An RFID interrogator works as a transmitter as well as a receiver of radio frequency (RF) signals. A signal is broadcast and received through antennas that are connected to the interrogator. This is all you would generally need to know in order to be able to use the interrogator in your RFID system. However, for those who are always asking how things work and why, I am including a description of the interrogator's components and their function.
An interrogator consists of an RF transmitter and RF receiver (these two components are sometimes called an RF module), a control unit (basically a computer), and communication channels going to the antenna, as well as network or peripheral devices. Sometimes there is a circulator, which is necessary for function of a mono-static antenna (a single antenna used to broadcast and receive from the same antenna port).
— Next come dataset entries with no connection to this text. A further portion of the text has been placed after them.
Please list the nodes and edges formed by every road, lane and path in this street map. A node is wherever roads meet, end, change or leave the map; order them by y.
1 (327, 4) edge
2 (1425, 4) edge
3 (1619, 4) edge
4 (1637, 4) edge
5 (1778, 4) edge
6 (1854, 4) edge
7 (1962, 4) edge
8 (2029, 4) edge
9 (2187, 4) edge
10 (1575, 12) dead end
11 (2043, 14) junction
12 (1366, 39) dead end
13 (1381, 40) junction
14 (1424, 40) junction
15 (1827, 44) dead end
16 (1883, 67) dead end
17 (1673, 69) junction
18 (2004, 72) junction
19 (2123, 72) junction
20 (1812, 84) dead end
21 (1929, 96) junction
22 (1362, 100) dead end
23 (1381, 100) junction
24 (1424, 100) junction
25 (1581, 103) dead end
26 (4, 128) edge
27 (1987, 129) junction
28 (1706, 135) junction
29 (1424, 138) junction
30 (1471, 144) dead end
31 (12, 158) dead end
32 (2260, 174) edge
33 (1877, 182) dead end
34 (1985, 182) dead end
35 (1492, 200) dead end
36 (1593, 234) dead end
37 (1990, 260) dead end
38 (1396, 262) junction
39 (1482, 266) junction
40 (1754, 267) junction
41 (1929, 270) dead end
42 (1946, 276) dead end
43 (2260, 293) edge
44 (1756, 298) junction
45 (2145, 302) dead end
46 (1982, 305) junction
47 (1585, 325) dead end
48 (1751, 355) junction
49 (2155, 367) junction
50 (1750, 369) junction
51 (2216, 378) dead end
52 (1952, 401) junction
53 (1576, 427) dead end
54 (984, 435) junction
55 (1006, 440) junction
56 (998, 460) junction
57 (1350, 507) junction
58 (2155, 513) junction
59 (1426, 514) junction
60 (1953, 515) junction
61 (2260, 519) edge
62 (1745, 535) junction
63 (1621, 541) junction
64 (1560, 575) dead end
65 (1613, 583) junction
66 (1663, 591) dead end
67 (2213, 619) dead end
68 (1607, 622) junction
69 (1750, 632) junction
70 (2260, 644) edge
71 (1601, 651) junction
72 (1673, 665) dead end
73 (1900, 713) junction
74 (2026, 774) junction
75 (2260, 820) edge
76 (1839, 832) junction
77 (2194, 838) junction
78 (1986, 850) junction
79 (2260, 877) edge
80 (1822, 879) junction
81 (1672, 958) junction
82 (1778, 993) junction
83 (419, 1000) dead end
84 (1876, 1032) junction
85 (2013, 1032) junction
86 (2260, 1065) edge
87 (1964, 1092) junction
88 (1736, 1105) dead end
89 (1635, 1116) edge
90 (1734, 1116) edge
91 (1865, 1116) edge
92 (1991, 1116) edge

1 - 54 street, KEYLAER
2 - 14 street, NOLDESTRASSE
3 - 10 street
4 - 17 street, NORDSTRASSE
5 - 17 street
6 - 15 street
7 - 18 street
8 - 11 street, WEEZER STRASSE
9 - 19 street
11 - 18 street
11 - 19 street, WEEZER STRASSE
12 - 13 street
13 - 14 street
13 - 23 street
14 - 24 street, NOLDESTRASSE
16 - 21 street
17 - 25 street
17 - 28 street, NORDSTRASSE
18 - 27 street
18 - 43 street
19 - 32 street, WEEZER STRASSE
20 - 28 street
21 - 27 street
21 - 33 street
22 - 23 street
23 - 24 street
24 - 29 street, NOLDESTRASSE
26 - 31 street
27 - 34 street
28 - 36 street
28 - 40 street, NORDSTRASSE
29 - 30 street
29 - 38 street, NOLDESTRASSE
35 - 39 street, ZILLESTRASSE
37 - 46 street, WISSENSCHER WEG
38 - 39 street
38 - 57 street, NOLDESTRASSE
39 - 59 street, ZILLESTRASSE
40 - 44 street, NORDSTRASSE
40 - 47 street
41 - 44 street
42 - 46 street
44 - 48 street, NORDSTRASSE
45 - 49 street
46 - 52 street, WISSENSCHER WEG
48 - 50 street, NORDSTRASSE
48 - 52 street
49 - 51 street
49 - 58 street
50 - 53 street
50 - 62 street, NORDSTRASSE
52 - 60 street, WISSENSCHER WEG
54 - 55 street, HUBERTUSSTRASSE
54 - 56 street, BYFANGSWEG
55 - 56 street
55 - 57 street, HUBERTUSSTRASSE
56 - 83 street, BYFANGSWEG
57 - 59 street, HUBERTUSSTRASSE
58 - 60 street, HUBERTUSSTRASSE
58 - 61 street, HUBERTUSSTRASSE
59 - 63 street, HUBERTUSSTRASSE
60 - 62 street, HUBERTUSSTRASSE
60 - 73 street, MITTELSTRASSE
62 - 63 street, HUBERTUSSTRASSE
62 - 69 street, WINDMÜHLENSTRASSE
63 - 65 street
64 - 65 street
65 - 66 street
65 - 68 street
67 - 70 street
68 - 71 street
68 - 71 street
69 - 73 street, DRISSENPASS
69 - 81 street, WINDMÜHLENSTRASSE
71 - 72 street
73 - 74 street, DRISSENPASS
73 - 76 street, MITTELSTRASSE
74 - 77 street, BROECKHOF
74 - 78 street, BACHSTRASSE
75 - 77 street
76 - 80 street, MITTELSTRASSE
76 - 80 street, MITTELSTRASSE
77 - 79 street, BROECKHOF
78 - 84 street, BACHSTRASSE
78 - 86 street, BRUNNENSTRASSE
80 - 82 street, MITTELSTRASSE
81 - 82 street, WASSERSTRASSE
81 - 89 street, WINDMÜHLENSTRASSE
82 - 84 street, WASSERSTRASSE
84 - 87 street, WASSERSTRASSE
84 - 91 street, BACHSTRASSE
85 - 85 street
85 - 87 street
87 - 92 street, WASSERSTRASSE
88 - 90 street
The RF transmitter consists of the following:
An oscillator that creates a carrier frequency, which is the frequency the reader is operating on.
A modulator that modulates the carrier wave from the oscillator in order to include commands or data intended for the RF tag.
An amplifier that amplifies (strengthens) the signal before it is transferred to the antenna. The antenna then broadcasts this signal to the tags in the environment.
The RF receiver includes these components:
A demodulator, which extracts data from the received signal that comes from the tag through the interrogator's antenna.
An amplifier, which amplifies the demodulated signal before it is sent to be processed by the control unit.
The control unit contains the following:
A microprocessor (and controller) that controls the function of an interrogator, governs data transmissions, processes and filters the received data, sends data via a network to the middleware or back-end applications, manages various I/O devices, receives commands from middleware or other applications, and communicates with memory.
Memory in the form of random access memory (RAM) and read-only memory (ROM) that carries an operating system such as Linux or Windows CE. Many times there is a data storage, which is equivalent to a hard drive in a computer, which captures operation logs and data transferred to and from the tag.